> **Try it**
Report back every line below that carries the word "sheet".
---- Exercise data
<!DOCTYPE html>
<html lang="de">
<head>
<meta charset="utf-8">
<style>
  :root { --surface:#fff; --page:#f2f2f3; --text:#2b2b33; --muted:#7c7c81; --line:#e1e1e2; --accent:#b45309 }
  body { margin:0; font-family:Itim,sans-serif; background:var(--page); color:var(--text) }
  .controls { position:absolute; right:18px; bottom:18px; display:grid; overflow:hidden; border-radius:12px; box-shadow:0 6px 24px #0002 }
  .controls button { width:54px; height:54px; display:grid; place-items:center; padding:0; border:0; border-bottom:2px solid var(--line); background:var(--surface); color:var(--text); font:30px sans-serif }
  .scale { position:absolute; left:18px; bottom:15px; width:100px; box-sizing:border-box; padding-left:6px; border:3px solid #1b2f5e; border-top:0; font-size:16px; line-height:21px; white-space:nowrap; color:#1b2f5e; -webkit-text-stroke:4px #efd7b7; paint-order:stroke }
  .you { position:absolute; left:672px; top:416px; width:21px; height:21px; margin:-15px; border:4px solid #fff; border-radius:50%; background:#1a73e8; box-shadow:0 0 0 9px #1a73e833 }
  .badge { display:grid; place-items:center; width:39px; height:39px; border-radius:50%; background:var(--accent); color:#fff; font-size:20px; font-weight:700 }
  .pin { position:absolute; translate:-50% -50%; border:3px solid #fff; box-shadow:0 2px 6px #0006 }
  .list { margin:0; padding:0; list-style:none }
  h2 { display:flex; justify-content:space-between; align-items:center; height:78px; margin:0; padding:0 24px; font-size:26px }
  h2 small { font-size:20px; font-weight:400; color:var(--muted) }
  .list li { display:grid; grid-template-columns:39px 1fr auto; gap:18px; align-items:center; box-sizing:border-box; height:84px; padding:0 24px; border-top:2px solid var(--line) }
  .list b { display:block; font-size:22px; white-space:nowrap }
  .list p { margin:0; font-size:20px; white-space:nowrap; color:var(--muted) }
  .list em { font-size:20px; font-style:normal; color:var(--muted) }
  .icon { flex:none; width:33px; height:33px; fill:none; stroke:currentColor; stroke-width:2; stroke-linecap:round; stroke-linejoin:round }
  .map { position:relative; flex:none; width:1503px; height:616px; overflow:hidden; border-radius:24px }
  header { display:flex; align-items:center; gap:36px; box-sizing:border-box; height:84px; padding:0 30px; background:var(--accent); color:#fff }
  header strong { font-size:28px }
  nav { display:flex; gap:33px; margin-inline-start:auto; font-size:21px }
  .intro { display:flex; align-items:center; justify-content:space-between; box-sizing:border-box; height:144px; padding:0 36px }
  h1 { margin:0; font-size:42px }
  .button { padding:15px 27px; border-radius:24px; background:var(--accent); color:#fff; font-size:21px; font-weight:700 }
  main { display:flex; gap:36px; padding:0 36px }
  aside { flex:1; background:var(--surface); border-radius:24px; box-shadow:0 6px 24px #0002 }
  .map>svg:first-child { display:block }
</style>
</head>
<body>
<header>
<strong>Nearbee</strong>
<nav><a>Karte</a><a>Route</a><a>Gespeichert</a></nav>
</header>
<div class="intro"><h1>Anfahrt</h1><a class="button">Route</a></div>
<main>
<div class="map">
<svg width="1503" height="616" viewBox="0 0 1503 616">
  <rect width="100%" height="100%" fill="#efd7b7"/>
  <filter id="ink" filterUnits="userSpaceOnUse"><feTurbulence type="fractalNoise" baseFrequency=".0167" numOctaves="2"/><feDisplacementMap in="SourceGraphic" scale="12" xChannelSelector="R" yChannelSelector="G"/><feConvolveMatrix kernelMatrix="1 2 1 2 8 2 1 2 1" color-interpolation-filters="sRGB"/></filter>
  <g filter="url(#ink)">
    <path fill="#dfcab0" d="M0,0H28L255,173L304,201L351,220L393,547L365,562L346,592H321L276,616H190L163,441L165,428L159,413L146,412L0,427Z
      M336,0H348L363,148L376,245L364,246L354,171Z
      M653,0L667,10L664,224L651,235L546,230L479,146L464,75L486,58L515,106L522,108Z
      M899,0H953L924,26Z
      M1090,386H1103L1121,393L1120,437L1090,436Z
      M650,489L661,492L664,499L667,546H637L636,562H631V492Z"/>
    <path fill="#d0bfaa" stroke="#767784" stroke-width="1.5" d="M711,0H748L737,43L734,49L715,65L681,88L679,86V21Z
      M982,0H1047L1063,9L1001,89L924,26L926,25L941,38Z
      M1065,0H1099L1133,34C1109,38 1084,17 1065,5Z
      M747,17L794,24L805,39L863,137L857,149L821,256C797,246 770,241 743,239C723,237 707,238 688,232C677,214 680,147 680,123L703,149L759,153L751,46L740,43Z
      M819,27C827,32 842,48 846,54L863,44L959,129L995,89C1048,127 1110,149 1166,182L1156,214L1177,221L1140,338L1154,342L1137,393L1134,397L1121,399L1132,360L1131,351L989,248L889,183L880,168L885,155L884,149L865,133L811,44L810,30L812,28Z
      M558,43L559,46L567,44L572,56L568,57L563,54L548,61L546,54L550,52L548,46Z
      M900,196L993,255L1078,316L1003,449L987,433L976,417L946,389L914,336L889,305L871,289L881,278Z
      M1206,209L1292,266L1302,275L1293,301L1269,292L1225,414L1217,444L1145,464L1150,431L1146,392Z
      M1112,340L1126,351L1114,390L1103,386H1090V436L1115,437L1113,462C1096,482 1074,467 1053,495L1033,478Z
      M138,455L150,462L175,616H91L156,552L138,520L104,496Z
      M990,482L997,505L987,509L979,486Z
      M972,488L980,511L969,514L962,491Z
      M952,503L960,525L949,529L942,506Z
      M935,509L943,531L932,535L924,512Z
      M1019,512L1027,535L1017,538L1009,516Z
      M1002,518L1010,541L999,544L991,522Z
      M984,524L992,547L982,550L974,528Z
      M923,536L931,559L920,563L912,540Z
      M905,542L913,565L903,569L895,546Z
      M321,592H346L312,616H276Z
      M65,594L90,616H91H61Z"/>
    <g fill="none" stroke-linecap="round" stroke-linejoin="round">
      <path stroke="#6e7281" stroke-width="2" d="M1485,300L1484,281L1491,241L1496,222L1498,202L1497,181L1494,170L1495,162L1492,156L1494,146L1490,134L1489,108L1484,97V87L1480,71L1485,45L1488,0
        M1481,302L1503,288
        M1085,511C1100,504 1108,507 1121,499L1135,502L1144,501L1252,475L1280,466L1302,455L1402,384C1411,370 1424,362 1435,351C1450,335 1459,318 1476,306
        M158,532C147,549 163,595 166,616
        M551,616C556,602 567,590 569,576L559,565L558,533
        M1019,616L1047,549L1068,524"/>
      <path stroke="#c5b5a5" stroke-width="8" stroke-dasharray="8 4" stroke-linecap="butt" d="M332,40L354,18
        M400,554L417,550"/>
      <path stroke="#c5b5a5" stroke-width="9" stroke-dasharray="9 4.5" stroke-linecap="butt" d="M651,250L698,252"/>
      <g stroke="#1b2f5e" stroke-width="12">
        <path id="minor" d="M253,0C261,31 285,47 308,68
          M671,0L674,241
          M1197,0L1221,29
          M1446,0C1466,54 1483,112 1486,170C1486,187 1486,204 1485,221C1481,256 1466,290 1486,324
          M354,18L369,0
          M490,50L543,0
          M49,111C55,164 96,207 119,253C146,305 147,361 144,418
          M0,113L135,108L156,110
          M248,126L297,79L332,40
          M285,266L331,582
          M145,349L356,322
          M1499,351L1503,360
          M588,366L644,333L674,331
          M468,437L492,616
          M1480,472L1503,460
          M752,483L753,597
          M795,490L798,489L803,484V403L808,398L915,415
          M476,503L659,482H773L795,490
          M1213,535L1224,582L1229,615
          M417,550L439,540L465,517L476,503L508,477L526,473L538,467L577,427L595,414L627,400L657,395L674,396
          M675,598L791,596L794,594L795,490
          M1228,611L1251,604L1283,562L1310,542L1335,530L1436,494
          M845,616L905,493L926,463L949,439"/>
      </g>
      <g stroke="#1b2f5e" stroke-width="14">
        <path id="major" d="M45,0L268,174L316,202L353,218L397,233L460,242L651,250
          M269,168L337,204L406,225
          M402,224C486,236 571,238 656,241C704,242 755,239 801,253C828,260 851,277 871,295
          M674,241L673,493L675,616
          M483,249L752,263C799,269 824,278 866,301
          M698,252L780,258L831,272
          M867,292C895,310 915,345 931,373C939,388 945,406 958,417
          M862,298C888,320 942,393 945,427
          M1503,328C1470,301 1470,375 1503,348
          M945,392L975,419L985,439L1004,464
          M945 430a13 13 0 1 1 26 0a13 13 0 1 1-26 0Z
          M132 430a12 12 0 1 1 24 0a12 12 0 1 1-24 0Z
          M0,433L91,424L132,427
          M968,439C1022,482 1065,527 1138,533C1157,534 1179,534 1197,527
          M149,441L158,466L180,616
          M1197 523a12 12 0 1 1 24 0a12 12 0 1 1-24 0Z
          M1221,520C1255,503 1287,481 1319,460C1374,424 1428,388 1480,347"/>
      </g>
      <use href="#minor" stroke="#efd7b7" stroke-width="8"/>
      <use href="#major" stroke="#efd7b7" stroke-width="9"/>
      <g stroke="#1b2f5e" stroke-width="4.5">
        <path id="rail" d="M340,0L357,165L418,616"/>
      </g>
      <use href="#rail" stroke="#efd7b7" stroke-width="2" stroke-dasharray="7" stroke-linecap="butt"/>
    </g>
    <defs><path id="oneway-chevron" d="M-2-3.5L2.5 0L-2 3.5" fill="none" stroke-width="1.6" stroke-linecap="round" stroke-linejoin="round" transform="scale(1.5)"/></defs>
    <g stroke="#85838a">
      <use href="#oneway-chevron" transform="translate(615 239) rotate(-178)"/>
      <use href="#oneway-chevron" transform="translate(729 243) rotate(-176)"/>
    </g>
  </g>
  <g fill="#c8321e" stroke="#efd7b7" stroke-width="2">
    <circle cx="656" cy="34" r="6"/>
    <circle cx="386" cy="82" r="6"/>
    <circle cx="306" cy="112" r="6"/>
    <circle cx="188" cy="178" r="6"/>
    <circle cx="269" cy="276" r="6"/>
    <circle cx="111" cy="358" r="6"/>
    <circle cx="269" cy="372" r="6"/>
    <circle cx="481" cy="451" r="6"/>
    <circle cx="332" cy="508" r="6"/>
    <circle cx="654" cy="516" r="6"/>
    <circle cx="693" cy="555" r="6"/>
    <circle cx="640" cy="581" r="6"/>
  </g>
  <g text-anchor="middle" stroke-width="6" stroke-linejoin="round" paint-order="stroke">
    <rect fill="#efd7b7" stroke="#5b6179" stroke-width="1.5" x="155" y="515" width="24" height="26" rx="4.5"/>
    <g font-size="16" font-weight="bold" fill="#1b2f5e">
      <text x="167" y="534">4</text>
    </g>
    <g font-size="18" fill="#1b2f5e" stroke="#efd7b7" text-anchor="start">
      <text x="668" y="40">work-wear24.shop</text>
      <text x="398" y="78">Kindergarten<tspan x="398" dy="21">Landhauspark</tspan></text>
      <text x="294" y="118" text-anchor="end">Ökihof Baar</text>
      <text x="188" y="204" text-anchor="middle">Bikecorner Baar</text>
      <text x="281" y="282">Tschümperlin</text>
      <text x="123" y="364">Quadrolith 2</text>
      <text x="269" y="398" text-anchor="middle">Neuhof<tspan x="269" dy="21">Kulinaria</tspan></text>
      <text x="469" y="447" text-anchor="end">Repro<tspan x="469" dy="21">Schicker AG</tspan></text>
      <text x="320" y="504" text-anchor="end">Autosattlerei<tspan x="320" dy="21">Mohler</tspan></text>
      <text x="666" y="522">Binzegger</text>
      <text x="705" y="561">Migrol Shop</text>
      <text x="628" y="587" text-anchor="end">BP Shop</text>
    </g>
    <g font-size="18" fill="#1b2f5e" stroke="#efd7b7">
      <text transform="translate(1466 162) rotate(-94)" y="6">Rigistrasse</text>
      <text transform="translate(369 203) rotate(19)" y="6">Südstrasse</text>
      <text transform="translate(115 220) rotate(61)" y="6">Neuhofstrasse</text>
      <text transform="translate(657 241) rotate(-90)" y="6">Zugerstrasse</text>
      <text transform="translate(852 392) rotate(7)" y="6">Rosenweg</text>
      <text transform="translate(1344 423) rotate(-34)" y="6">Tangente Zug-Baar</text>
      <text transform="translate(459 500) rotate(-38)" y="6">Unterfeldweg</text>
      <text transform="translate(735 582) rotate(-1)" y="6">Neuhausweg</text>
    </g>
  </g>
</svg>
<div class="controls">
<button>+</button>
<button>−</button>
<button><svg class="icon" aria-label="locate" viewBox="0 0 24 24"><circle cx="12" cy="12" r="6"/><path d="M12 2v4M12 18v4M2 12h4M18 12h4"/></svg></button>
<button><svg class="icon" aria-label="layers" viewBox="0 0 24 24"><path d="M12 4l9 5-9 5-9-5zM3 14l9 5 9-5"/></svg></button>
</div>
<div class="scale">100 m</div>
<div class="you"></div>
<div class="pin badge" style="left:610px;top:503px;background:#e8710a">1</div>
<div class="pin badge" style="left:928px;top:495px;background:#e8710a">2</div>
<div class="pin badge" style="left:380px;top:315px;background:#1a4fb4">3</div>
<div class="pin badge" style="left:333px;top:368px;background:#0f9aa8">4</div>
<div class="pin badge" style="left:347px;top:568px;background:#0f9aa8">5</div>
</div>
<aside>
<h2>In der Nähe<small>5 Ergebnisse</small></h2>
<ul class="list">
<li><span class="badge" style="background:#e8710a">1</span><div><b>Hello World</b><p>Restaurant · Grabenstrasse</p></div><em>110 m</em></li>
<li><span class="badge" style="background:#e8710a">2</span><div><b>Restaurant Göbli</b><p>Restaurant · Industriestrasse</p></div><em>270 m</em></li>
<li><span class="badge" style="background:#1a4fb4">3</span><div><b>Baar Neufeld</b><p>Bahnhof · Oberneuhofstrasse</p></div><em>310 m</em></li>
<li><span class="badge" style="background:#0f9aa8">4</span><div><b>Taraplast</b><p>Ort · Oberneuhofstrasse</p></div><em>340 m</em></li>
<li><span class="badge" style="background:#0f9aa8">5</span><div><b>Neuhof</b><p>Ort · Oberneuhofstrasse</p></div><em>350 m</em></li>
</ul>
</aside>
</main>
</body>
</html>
--------
---- Exercise data
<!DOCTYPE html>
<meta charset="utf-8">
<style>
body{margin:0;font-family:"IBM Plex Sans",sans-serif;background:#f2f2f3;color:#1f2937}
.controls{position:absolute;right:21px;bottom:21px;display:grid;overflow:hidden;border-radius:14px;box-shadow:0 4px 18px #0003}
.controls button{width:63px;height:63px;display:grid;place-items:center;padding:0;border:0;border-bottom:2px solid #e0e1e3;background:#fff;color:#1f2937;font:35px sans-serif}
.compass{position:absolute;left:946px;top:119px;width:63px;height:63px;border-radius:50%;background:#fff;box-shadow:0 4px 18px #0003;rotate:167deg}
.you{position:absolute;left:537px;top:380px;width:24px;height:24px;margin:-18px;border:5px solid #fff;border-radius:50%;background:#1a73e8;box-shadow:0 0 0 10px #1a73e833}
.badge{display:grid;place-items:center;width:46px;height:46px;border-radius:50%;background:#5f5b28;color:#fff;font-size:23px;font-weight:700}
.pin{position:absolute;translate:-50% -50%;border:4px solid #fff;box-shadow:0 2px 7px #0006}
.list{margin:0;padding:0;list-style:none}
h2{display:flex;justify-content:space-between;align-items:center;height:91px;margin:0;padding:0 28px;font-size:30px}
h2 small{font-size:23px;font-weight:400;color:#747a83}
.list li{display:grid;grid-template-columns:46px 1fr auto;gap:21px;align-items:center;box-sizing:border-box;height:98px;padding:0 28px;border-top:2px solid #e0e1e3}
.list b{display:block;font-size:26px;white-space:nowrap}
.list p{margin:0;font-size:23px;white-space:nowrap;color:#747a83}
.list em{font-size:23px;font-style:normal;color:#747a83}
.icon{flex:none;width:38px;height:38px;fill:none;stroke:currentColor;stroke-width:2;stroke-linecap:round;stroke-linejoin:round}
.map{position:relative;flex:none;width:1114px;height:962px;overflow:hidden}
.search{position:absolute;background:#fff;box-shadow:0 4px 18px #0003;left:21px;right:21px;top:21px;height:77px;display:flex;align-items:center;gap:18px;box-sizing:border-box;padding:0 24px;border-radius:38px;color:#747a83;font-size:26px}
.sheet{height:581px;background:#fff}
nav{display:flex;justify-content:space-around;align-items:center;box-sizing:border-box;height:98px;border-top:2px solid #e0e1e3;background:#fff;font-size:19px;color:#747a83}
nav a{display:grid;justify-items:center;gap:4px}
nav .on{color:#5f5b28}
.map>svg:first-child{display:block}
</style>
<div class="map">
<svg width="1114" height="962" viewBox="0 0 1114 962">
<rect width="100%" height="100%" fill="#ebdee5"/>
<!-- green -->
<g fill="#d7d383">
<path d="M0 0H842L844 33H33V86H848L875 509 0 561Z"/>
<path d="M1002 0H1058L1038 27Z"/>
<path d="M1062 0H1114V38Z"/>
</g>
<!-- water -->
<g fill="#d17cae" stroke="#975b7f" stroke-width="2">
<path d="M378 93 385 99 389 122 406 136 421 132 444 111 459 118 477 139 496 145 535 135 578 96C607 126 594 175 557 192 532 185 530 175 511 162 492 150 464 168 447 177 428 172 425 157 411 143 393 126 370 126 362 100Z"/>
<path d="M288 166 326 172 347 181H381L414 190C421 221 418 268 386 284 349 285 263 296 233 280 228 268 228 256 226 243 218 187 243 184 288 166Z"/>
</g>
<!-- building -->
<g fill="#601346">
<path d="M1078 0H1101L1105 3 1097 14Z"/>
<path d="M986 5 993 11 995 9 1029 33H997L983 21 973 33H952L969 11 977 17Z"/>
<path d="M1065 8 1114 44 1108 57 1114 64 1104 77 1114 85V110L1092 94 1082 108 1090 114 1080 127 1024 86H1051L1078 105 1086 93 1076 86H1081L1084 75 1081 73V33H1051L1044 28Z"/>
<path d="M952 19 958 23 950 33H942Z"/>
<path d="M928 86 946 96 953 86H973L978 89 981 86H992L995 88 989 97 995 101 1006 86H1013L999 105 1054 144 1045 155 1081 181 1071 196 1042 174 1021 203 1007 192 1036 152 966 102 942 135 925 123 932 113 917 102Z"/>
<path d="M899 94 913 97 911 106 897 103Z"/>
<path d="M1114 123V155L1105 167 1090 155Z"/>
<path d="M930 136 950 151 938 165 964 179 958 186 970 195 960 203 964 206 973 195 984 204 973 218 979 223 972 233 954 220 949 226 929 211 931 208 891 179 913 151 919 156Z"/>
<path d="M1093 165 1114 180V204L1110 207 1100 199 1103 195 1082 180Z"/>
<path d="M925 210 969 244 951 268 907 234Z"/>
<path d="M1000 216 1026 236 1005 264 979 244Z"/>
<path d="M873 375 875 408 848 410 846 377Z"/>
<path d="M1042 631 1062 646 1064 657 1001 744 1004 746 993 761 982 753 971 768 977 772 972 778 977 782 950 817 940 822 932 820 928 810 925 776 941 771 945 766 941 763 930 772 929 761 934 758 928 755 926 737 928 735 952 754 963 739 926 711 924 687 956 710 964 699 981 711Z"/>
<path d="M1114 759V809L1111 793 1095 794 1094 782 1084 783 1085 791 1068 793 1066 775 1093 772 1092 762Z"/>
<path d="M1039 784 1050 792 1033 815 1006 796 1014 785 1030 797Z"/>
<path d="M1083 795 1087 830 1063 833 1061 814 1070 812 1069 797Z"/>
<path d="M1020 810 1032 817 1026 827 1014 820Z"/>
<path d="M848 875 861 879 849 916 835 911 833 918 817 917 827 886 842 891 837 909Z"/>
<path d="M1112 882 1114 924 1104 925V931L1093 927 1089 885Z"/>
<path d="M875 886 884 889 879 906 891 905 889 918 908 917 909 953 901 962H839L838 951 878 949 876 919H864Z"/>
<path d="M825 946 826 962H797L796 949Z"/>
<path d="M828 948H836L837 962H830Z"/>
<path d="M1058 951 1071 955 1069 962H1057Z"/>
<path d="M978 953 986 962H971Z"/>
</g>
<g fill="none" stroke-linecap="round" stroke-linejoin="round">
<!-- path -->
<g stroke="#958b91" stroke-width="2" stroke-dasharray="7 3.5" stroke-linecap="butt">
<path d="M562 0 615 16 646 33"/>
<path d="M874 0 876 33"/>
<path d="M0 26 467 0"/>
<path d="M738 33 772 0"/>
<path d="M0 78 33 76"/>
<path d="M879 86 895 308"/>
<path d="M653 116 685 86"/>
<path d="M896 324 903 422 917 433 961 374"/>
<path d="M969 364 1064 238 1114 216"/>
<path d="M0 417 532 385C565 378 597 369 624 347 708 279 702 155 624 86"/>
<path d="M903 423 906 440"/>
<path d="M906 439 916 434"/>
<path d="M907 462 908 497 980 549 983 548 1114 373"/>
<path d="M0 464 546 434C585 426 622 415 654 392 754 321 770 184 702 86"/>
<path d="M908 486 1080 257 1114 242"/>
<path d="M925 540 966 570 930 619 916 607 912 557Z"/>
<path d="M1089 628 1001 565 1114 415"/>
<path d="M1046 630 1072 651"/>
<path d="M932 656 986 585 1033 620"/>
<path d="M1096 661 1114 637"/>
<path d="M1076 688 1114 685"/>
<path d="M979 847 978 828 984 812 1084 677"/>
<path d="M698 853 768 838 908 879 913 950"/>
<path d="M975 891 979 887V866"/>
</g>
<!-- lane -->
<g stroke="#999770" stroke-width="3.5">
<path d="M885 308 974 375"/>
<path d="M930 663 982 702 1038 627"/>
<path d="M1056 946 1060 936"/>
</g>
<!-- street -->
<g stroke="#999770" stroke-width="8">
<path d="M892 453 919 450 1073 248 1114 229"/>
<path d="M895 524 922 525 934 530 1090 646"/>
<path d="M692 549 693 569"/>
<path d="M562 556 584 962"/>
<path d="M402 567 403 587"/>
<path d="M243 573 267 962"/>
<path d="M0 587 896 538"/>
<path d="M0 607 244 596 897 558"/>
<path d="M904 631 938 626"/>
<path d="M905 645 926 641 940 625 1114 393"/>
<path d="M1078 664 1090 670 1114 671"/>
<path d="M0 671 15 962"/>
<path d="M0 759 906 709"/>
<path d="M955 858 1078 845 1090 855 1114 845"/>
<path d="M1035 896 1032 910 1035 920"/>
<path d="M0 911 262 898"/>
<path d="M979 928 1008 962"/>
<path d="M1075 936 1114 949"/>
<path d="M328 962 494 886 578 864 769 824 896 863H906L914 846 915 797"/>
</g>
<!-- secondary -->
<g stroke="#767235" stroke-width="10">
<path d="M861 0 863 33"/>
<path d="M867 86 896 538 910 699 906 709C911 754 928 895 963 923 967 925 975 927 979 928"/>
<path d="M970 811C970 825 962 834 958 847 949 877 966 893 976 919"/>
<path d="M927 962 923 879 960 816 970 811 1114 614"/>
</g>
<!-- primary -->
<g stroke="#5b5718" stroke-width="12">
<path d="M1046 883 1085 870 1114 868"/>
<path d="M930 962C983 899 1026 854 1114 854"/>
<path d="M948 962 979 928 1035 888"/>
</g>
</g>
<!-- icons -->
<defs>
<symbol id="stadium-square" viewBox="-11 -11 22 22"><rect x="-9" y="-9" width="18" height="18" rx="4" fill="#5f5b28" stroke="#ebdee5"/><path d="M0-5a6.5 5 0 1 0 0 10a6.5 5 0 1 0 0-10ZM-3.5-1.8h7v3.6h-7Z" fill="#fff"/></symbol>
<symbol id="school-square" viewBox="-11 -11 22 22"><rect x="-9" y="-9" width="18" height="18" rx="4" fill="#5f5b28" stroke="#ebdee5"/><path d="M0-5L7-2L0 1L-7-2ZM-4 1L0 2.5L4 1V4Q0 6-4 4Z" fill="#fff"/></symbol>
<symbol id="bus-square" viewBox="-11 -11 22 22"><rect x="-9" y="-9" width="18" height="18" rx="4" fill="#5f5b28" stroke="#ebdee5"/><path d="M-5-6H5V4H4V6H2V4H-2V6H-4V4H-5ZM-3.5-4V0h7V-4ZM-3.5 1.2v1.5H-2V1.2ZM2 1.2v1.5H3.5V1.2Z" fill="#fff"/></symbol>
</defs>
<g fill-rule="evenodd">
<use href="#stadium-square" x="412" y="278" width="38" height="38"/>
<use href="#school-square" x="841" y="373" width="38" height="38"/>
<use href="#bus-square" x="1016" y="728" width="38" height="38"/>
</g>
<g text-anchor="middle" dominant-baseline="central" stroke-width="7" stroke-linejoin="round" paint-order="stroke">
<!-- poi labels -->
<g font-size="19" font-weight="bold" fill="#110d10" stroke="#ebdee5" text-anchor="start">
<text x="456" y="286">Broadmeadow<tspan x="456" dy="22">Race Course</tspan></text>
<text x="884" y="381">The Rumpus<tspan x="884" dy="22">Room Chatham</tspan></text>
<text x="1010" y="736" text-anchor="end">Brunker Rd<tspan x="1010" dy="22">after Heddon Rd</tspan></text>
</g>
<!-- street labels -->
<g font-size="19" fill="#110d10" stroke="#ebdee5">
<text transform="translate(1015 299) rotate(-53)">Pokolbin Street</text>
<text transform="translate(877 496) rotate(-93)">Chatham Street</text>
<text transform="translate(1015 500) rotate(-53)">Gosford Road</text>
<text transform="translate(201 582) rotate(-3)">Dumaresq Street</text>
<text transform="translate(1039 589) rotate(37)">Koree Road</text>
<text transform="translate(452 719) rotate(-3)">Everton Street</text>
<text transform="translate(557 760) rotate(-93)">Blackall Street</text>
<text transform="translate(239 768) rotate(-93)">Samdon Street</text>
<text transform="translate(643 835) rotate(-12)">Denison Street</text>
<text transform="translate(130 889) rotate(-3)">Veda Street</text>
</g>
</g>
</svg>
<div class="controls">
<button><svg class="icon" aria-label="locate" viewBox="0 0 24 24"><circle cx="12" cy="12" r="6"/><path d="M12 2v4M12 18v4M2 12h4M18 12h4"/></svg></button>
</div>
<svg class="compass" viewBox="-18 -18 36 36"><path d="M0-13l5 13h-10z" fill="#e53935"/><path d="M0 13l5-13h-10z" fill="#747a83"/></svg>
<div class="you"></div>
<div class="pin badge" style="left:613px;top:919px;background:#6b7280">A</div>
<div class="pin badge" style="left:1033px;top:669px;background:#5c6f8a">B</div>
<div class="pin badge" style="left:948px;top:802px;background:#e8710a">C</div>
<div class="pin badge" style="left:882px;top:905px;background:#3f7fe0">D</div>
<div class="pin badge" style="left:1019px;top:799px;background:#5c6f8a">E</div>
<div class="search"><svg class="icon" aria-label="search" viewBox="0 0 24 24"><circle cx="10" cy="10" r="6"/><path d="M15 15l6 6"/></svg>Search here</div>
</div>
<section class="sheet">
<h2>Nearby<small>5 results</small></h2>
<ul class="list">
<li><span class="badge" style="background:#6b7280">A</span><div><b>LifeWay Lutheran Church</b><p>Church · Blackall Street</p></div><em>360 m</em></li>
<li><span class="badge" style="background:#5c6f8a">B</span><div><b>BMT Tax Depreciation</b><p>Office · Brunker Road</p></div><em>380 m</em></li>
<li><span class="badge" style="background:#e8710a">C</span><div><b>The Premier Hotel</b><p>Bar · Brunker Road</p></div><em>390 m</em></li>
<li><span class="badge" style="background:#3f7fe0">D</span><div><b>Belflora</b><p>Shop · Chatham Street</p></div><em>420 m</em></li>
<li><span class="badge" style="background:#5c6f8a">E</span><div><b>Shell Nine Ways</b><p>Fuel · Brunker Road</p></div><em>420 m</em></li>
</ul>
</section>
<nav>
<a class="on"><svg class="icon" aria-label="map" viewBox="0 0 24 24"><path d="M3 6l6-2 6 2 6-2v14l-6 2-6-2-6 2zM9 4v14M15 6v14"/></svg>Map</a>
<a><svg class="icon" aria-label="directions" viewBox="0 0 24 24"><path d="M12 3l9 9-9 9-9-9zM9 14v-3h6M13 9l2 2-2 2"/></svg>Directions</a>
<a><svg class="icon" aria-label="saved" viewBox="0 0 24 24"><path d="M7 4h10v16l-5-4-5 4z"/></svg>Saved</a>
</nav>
--------
> **Solution for this problem**
.sheet{height:581px;background:#fff}
<section class="sheet">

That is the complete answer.